▶ _Directions for this task_
From the first line to the last, restate the records word for word, skipping the pictures.

------ Provided records

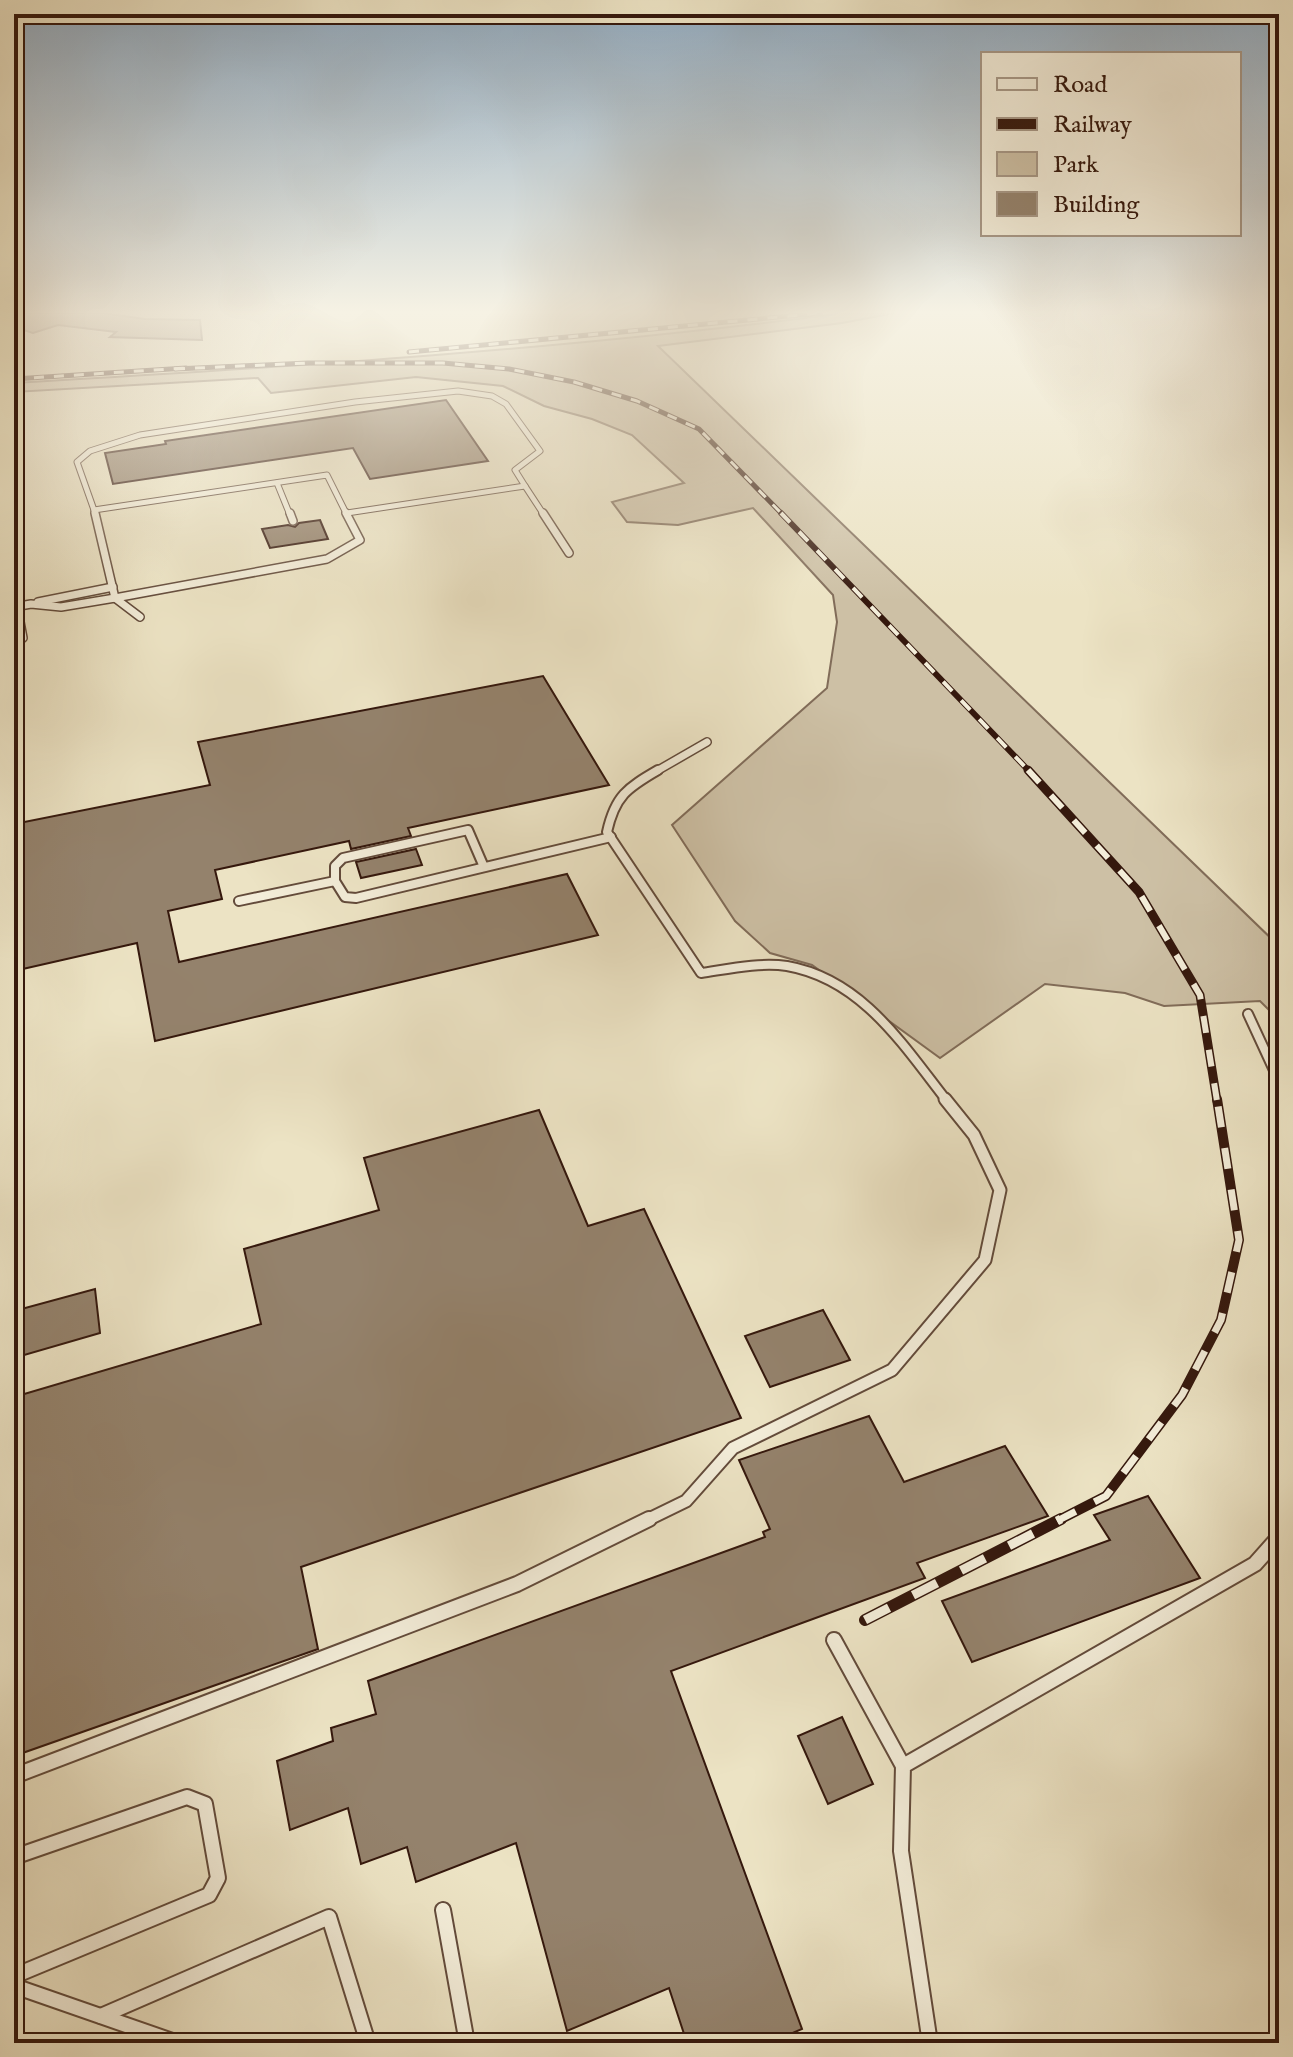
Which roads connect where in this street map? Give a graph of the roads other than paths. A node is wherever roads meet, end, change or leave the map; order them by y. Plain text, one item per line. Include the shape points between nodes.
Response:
1 (309, 409) edge
2 (510, 409) edge
3 (277, 483) junction
4 (525, 486) junction
5 (94, 510) junction
6 (347, 513) junction
7 (293, 521) dead end
8 (569, 553) dead end
9 (113, 587) junction
10 (115, 598) junction
11 (31, 604) junction
12 (16, 606) edge
13 (140, 617) dead end
14 (23, 638) dead end
15 (707, 742) dead end
16 (611, 837) junction
17 (484, 867) junction
18 (335, 881) junction
19 (239, 901) dead end
20 (1248, 1014) dead end
21 (1279, 1081) edge
22 (1279, 1537) edge
23 (834, 1640) dead end
24 (903, 1766) junction
25 (14, 1776) edge
26 (14, 1857) edge
27 (443, 1910) dead end
28 (14, 1976) edge
29 (14, 1986) edge
30 (101, 2016) junction
31 (170, 2041) edge
32 (368, 2043) edge
33 (467, 2043) edge
34 (930, 2043) edge

1 - 5 lane via 140,435 90,451 77,462
2 - 4 lane via 540,451 515,470
3 - 5 lane
3 - 6 lane via 327,475
3 - 7 lane
4 - 6 lane
4 - 8 lane
5 - 9 lane
6 - 10 lane via 360,540 327,559
9 - 10 lane
9 - 11 lane
10 - 11 lane via 61,607
10 - 13 lane
11 - 12 lane
12 - 14 lane
15 - 16 lane via 629,787 612,808 607,832
16 - 17 lane
16 - 25 lane via 701,973 785,966 818,975 848,989 886,1024 974,1135 1000,1190 985,1260 892,1370 733,1448 686,1501 517,1584
17 - 18 lane via 356,898 345,897
17 - 18 lane via 468,830 343,858 335,866
18 - 19 lane
20 - 21 lane
22 - 24 lane via 1255,1564
23 - 24 lane
24 - 34 lane via 901,1851
26 - 28 lane via 187,1797 205,1804 218,1878 209,1895
27 - 33 lane
29 - 30 lane
30 - 31 lane
30 - 32 lane via 329,1917

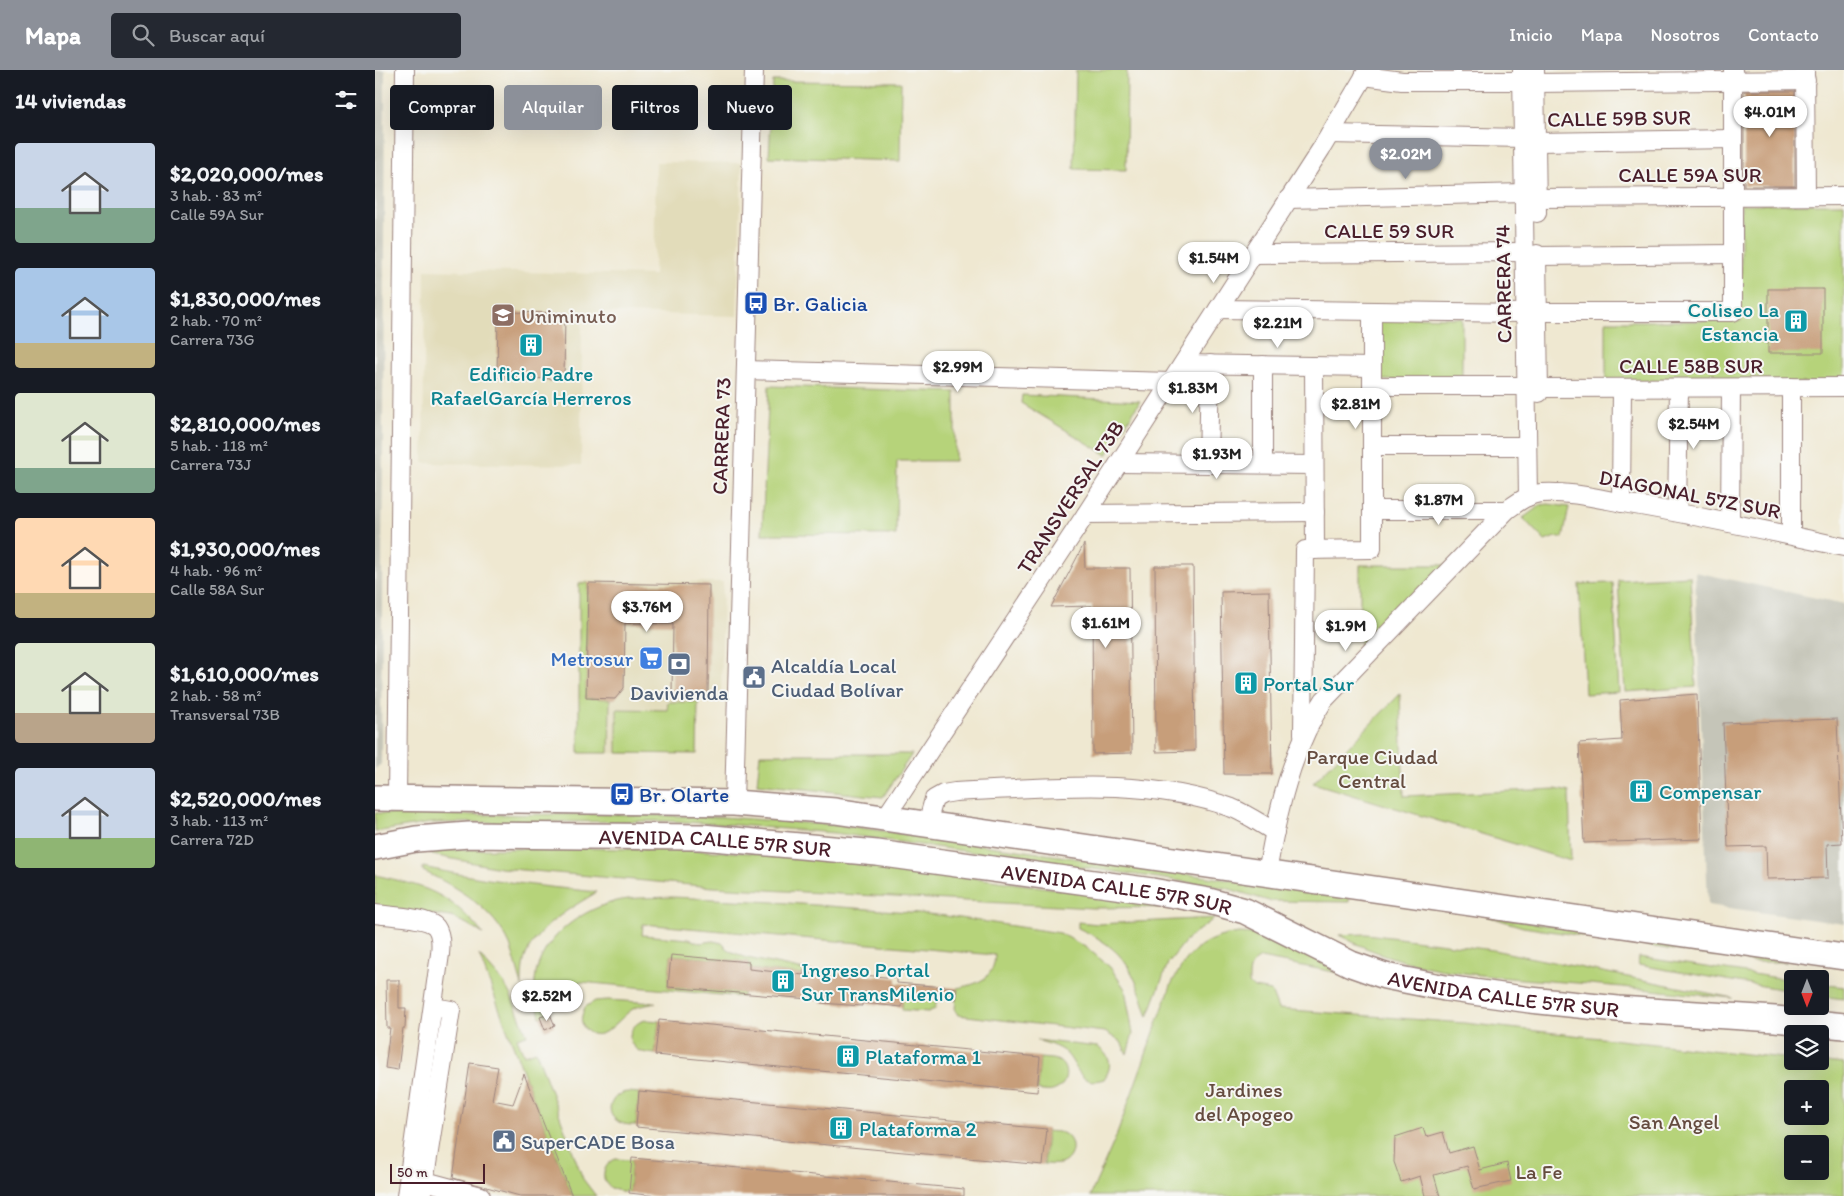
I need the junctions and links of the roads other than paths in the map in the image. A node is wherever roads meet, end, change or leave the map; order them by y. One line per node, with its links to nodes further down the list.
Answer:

------------

▶ _Answer section_
Which roads connect where in this street map? Give a graph of the roads other than paths. A node is wherever roads meet, end, change or leave the map; order them by y. Plain text, one item per line. Include the shape points between nodes.
Response:
1 (309, 409) edge
2 (510, 409) edge
3 (277, 483) junction
4 (525, 486) junction
5 (94, 510) junction
6 (347, 513) junction
7 (293, 521) dead end
8 (569, 553) dead end
9 (113, 587) junction
10 (115, 598) junction
11 (31, 604) junction
12 (16, 606) edge
13 (140, 617) dead end
14 (23, 638) dead end
15 (707, 742) dead end
16 (611, 837) junction
17 (484, 867) junction
18 (335, 881) junction
19 (239, 901) dead end
20 (1248, 1014) dead end
21 (1279, 1081) edge
22 (1279, 1537) edge
23 (834, 1640) dead end
24 (903, 1766) junction
25 (14, 1776) edge
26 (14, 1857) edge
27 (443, 1910) dead end
28 (14, 1976) edge
29 (14, 1986) edge
30 (101, 2016) junction
31 (170, 2041) edge
32 (368, 2043) edge
33 (467, 2043) edge
34 (930, 2043) edge

1 - 5 lane via 140,435 90,451 77,462
2 - 4 lane via 540,451 515,470
3 - 5 lane
3 - 6 lane via 327,475
3 - 7 lane
4 - 6 lane
4 - 8 lane
5 - 9 lane
6 - 10 lane via 360,540 327,559
9 - 10 lane
9 - 11 lane
10 - 11 lane via 61,607
10 - 13 lane
11 - 12 lane
12 - 14 lane
15 - 16 lane via 629,787 612,808 607,832
16 - 17 lane
16 - 25 lane via 701,973 785,966 818,975 848,989 886,1024 974,1135 1000,1190 985,1260 892,1370 733,1448 686,1501 517,1584
17 - 18 lane via 356,898 345,897
17 - 18 lane via 468,830 343,858 335,866
18 - 19 lane
20 - 21 lane
22 - 24 lane via 1255,1564
23 - 24 lane
24 - 34 lane via 901,1851
26 - 28 lane via 187,1797 205,1804 218,1878 209,1895
27 - 33 lane
29 - 30 lane
30 - 31 lane
30 - 32 lane via 329,1917

I need the junctions and links of the roads other than paths in the map in the image. A node is wherever roads meet, end, change or leave the map; order them by y. One line per node, with its links to nodes further down the list.
Answer:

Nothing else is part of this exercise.